Ships sit for days offshore as they wait for an open berth at their destination port. Terminals and warehouses are stacked with containers with no one to pick them up. Shippers get turned away for service by overwhelmed, understaffed carriers. The disruptions in the supply chain that have made it so challenging to keep up with the American consumer’s robust appetite for goods have now endured for well over than a year, and the challenges continue to frustrate those involved throughout the supply chain process.
A host of causes have contributed to a stark capacity shortage that has made it challenging to move goods. The problems start offshore and continue once containers are offloaded in the ports. The initial pain points were in Southern California, where the Port of Los Angeles and the Port of Long Beach are the busiest and second busiest ports in the country, but now they can be found throughout the country.
In an October press conference, John Porcari, port envoy to the Biden administration’s Supply Chain Disruptions Task Force, said the pandemic’s unprecedented volumes and new buying patterns effectively upended the global supply chain and “laid bare a system that really needs to be modified.”
Congestion at the ports has made the most headlines, and the intermodal category has been at the forefront of the delays. The dwell times for containers at 11 major railroad depots reached an average of 9.8 days in September, according to Hapag-Llloyd, one of the world’s largest container carriers. The wait at the Port of Los Angeles was 16 days. The volume of imports is the source of the challenge.
“The throughput that’s being required of the ports, the throughput that’s being required of the trains is in excess of what has ever been seen before,” said Rick LaGore, CEO of InTek Freight & Logistics.
Todd Tranausky, vice president for rail and intermodal at FTR, said people mistake the congestion challenges as just a port issue, but the problems extend up and down the supply chain.
“It’s an entire supply chain issue,” Tranausky said. “You have issues at the ports. You have issues with labor. You have issues with rail service. You have issues at rail terminals, getting chassis capacity, getting enough labor capacity to be able to both load and offload the trains, as well as flip containers through the stacks when a trucker shows up to pick up a box. So, shippers that are using intermodal are feeling it at every point in the supply chain.”
The great imbalance
LaGore said shippers initially put the brakes on their distribution when COVID-19 first arrived from early March into May. Ever since then, though, “things basically skyrocketed,” he said. The stop-then-start aspect was a major contributor to the sudden, overwhelming onrush of demand.
“We literally started the economy from zero last year, and we’ve never done that before,” Tranausky said.

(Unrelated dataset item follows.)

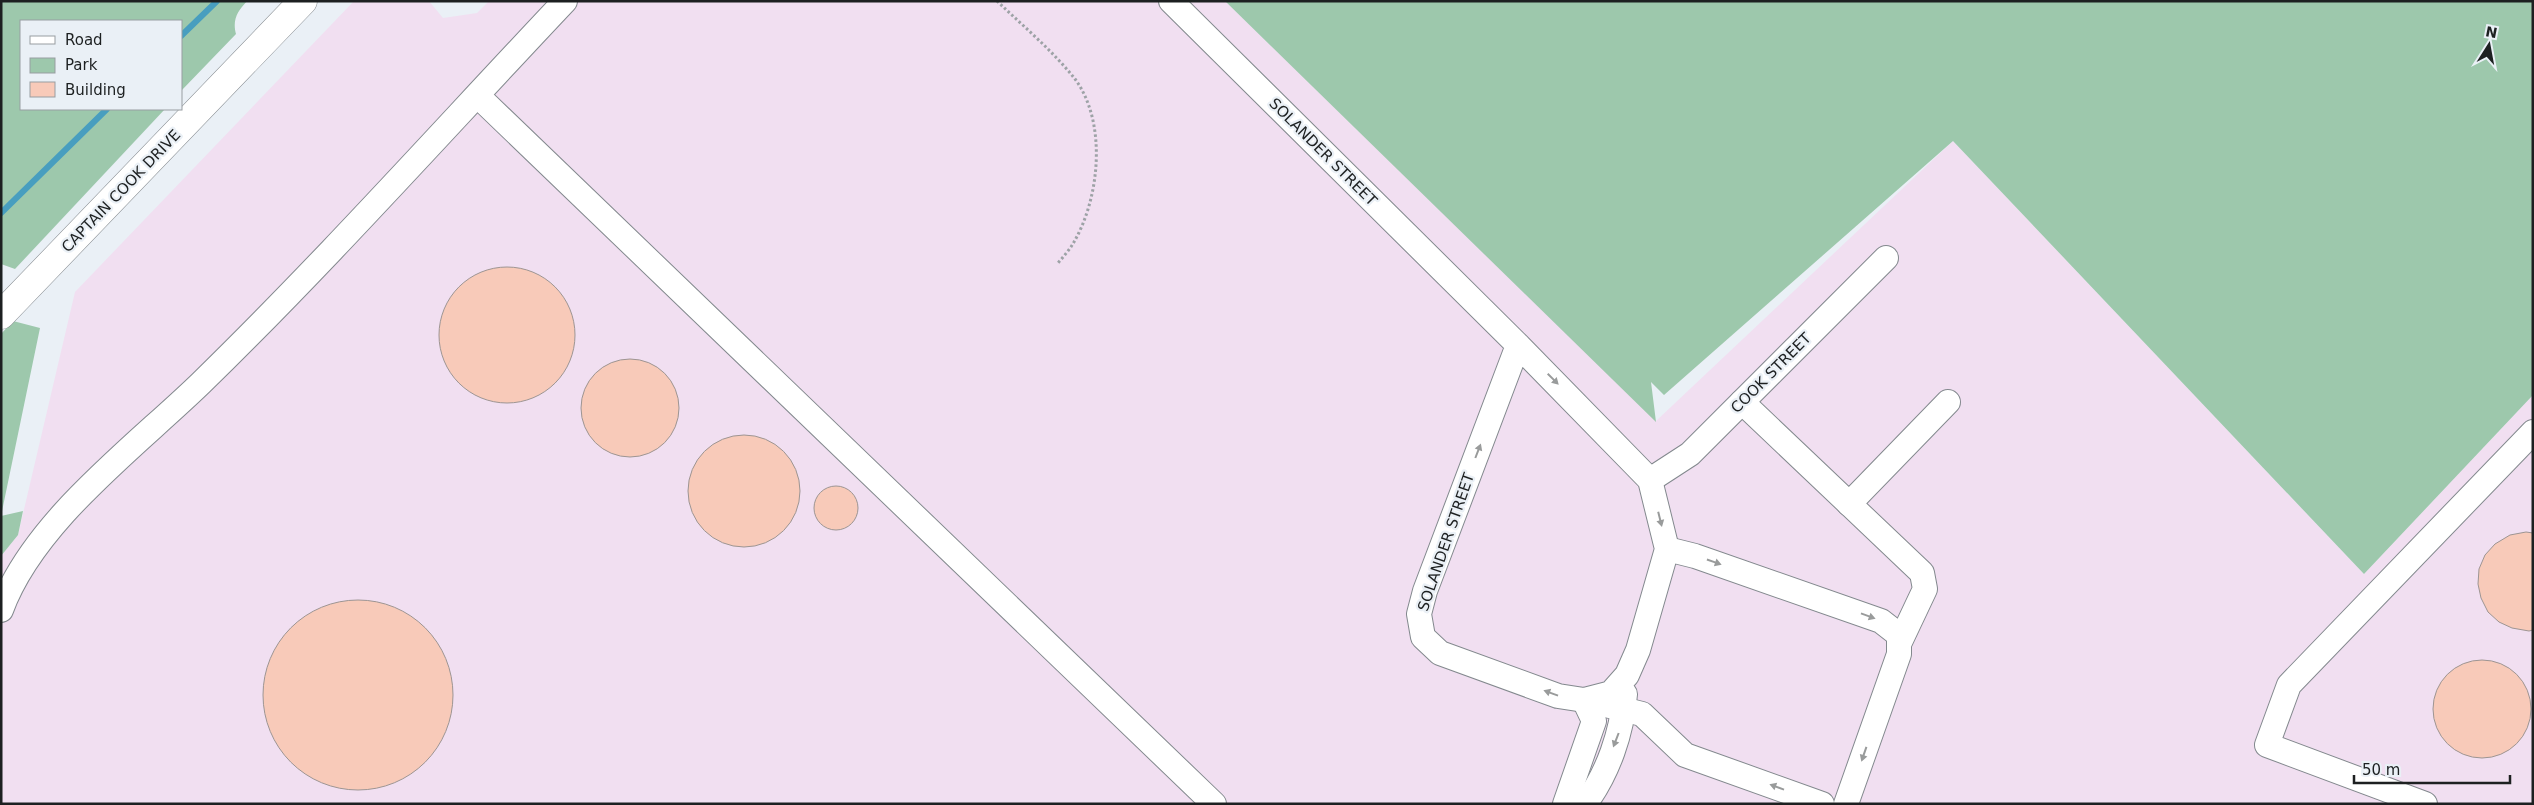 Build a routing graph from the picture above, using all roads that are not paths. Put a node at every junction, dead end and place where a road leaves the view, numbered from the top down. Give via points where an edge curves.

The ease of spending made possible by e-commerce, stimulus payments, unexpected savings on travel and entertainment, and the widespread promises of rapid delivery prompted consumers to spend heavily on goods. Even as daily life has grown more normal, retail numbers have remained high, LaGore said.
The problem, experts agree, is the imbalance that has resulted. Imports into the United States have risen sharply, while exports have declined precipitously. For instance, Gene Seroka, executive director of the Port of Los Angeles, said that the Port of Los Angeles has been on “a cargo run that is quite remarkable” and averaged 17 ships at berth daily in September—70% higher than pre-pandemic. However, he said, exports have declined 31 of the past 35 months in Los Angeles, resulting in the port’s lowest export numbers since 2002. The 6-1 ratio of imports to exports in September is the highest in memory at the port, Seroka said.